The provision causing the problem was condition five, which concerned B.C.’s insistence that it receive a greater share of the economic benefits that would flow from any pipeline in exchange for the environmental risks the province would be assuming by allowing it to be built, according to a senior B.C. government official.
However, Premier Redford issued a statement late Monday night that cast the breakdown in negotiations differently. The Alberta Premier said that while she accepts that B.C. requires the five conditions in order to gain the social license to proceed with pipeline projects, it became clear to her that the province was “seeking to negotiate additional benefits.”
“If the government of B.C. decides to place additional charges on industry that go beyond the federal and provincial restrictions on responsible resource development, this is not something for the government of Alberta to negotiate – it is for the government of B.C. to negotiate directly with producers and industry,” Ms. Redford’s statement read.
The decision to cancel the Tuesday meeting was apparently B.C.’s idea. Ms. Redford had landed in Vancouver Monday afternoon fully intending to attend her planned get-together with Ms. Clark, only to learn it was not going ahead.
It’s fair to say Alberta officials were not amused by the decision of the B.C. Premier to unilaterally cancel the meeting.
In a previous interview with the Globe, Premier Redford said that condition five was a matter B.C. should take up with Ottawa and the pipeline proponents – not the Alberta government. But that was when relations between her and Ms. Clark were at a low point and the B.C. Premier was insisting that her province didn’t need pipelines anyway – it had liquefied natural gas.
However, the pair’s once famously frosty relationship seemed to thaw after the May election in B.C., when Ms. Clark’s Liberals were returned with a healthy majority. After that, the two met twice and emerged to say that there was new optimism that consensus could be achieved around a pipeline deal.
There had been considerable resentment in Alberta about Ms. Clark’s fifth condition. Part of it sprung from the fact that B.C. moves natural gas to market through pipelines that cross Alberta – product that isn’t taxed in any way. Many believe that B.C. should show the same courtesy to Alberta oil that needs to move through B.C.

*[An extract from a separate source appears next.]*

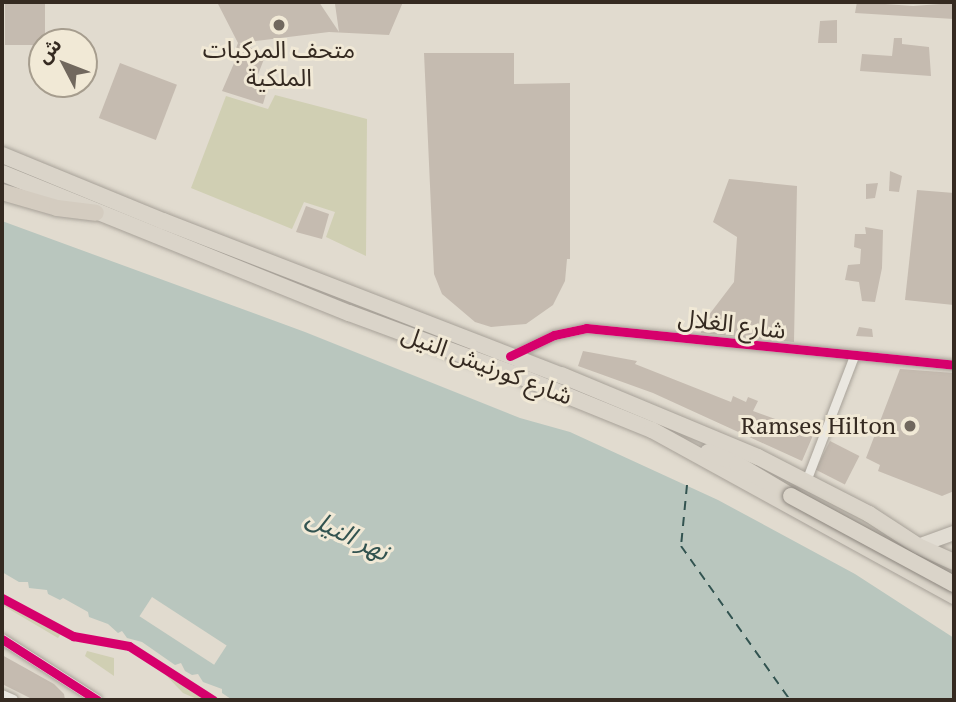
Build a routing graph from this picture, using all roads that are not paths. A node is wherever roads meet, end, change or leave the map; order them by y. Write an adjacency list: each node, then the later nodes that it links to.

“Heavy oil is fundamentally different than gas,” said the B.C. official. “I think there is a cultural difference between the two provinces that needs to be bridged here. Do you think British Columbians will warm to any pipeline proposal that doesn’t meet the five conditions? Not a chance.”
Ms. Redford is scheduled to address the Vancouver Board of Trade Tuesday afternoon on her province’s energy future, one that seems to have become murkier.